The reply is to be an exact repetition of the entries that follow, with each picture left out.

....

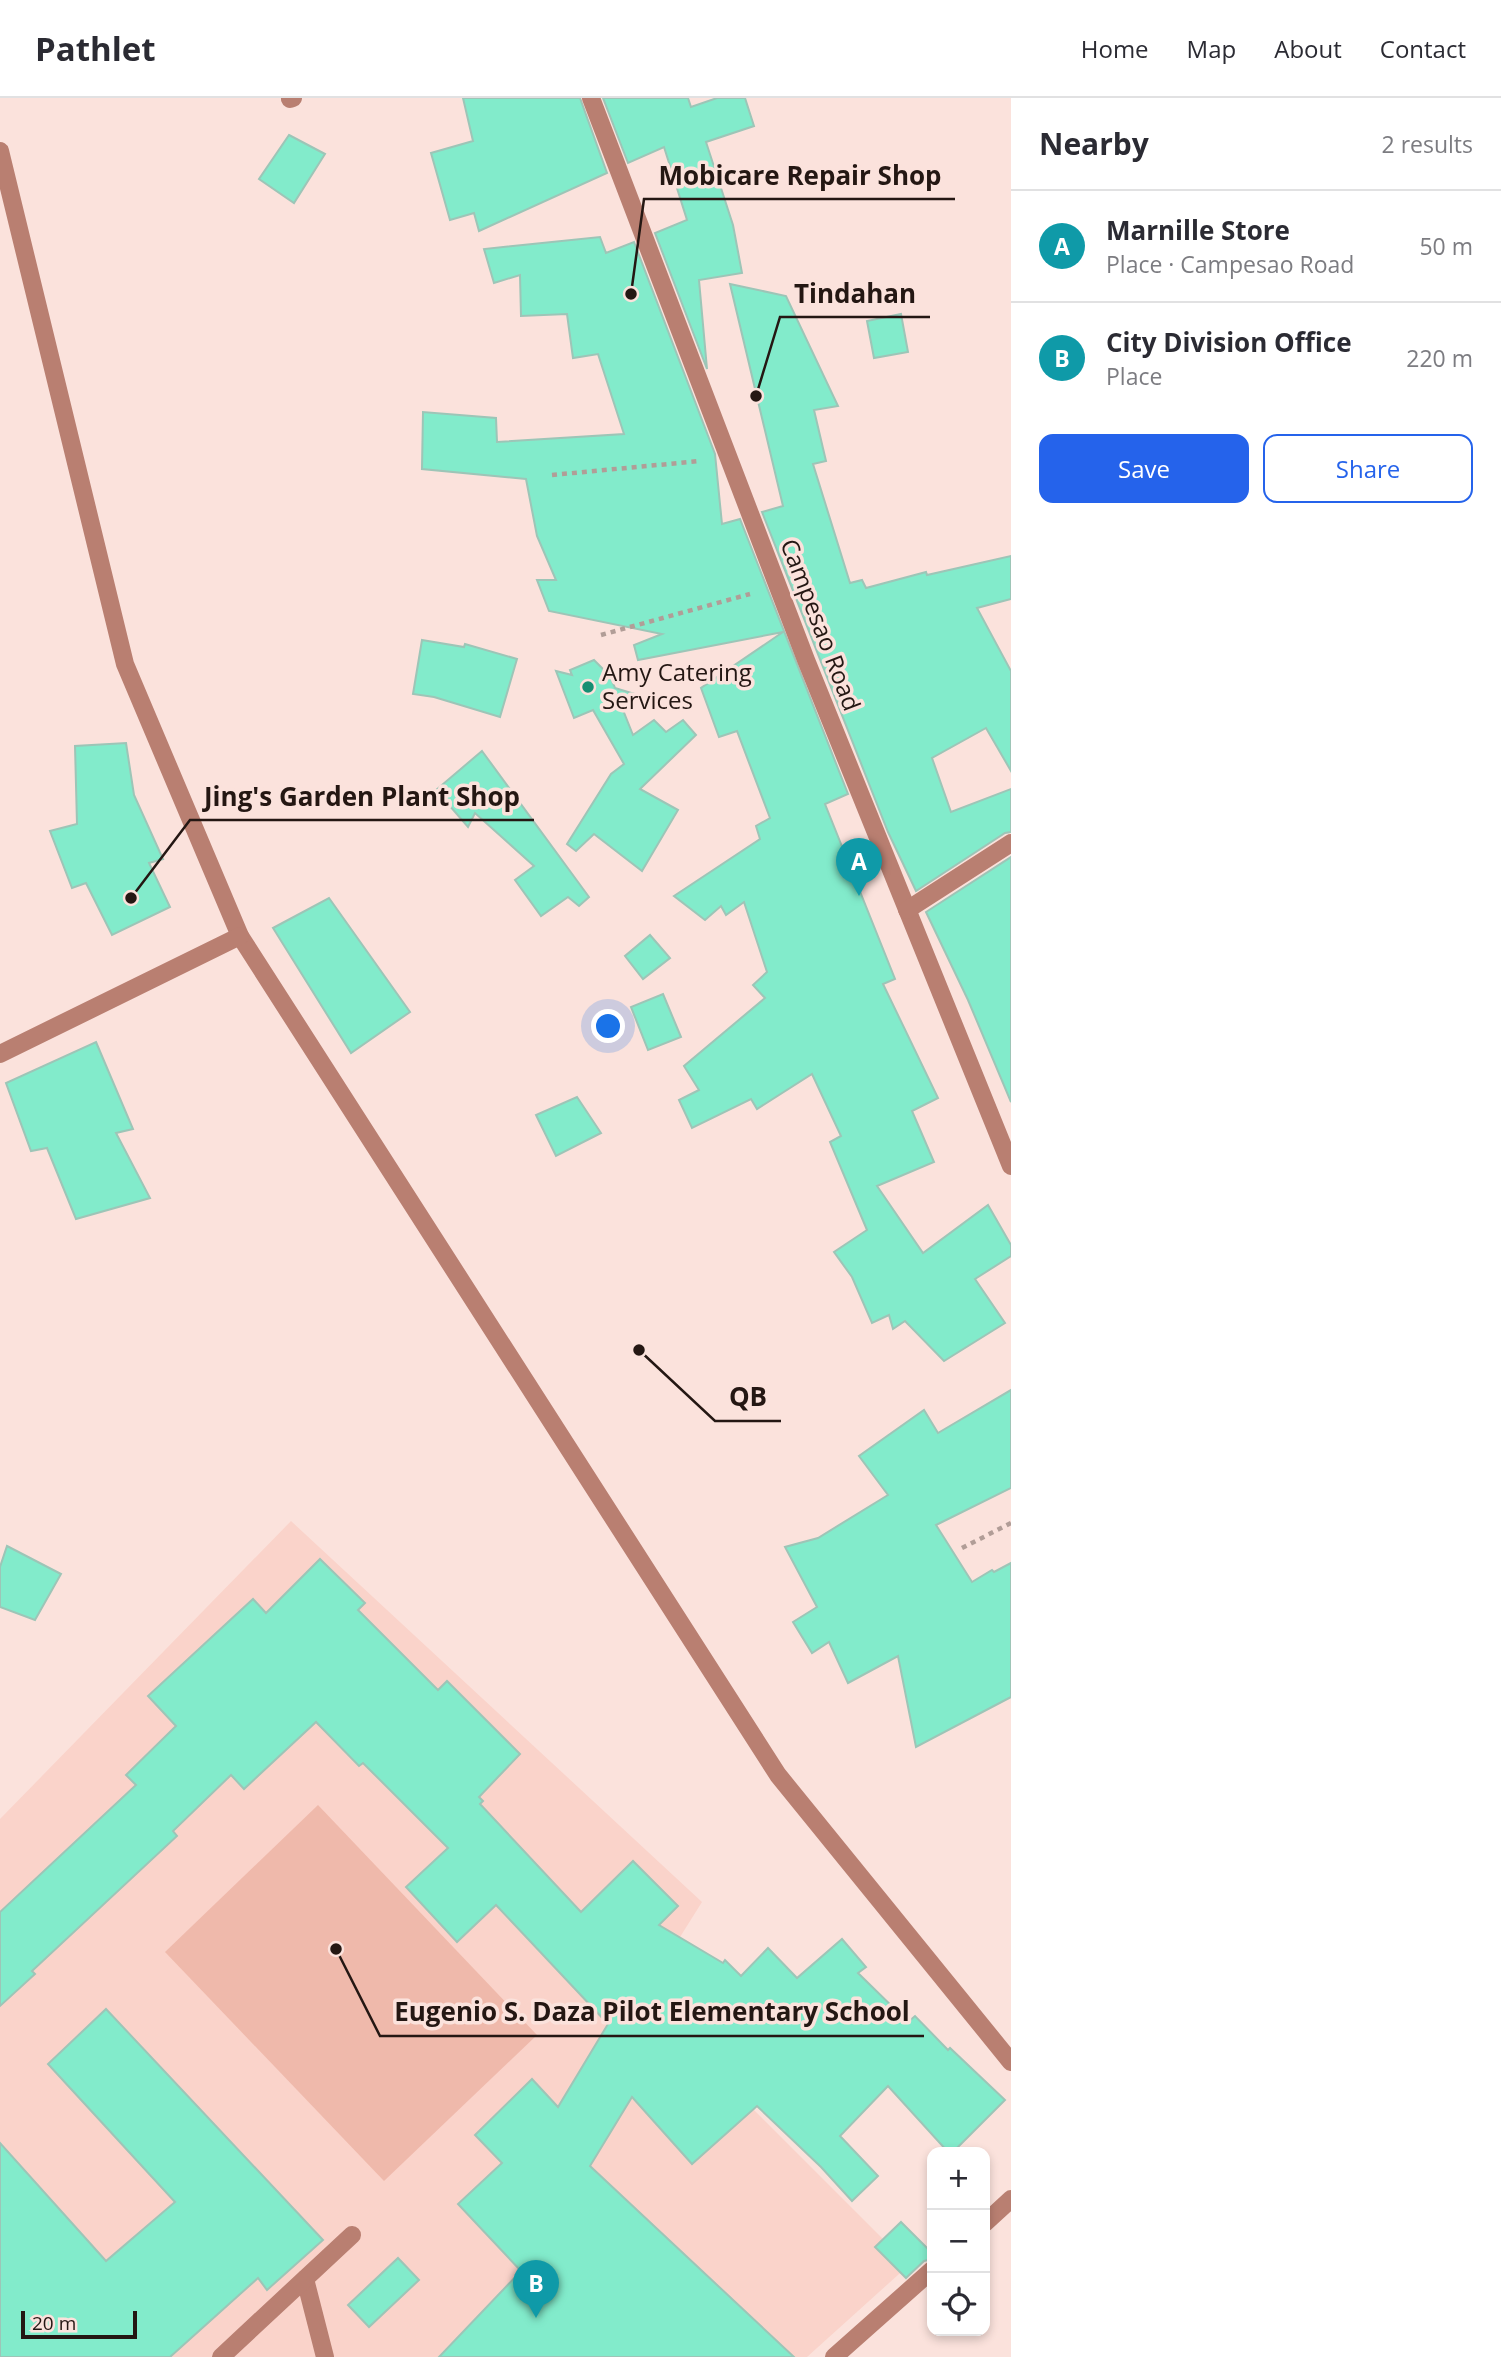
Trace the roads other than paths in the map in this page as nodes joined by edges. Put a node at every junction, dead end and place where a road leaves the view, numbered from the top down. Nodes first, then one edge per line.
1 (592, 98) edge
2 (0, 151) edge
3 (1011, 843) edge
4 (907, 910) junction
5 (240, 936) junction
6 (0, 1054) edge
7 (1011, 1166) edge
8 (1011, 2062) edge
9 (1011, 2199) edge
10 (990, 2218) edge
11 (352, 2235) dead end
12 (929, 2273) edge
13 (305, 2278) junction
14 (221, 2357) edge
15 (325, 2357) edge
16 (834, 2357) edge

1 - 4 street, Campesao Road
2 - 5 street
3 - 4 street
4 - 7 street, Campesao Road
5 - 6 street
5 - 8 street
9 - 10 street
11 - 13 street
12 - 16 street
13 - 14 street
13 - 15 street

....

Task response →
Trace the roads other than paths in the map in this page as nodes joined by edges. Put a node at every junction, dead end and place where a road leaves the view, numbered from the top down. Nodes first, then one edge per line.
1 (592, 98) edge
2 (0, 151) edge
3 (1011, 843) edge
4 (907, 910) junction
5 (240, 936) junction
6 (0, 1054) edge
7 (1011, 1166) edge
8 (1011, 2062) edge
9 (1011, 2199) edge
10 (990, 2218) edge
11 (352, 2235) dead end
12 (929, 2273) edge
13 (305, 2278) junction
14 (221, 2357) edge
15 (325, 2357) edge
16 (834, 2357) edge

1 - 4 street, Campesao Road
2 - 5 street
3 - 4 street
4 - 7 street, Campesao Road
5 - 6 street
5 - 8 street
9 - 10 street
11 - 13 street
12 - 16 street
13 - 14 street
13 - 15 street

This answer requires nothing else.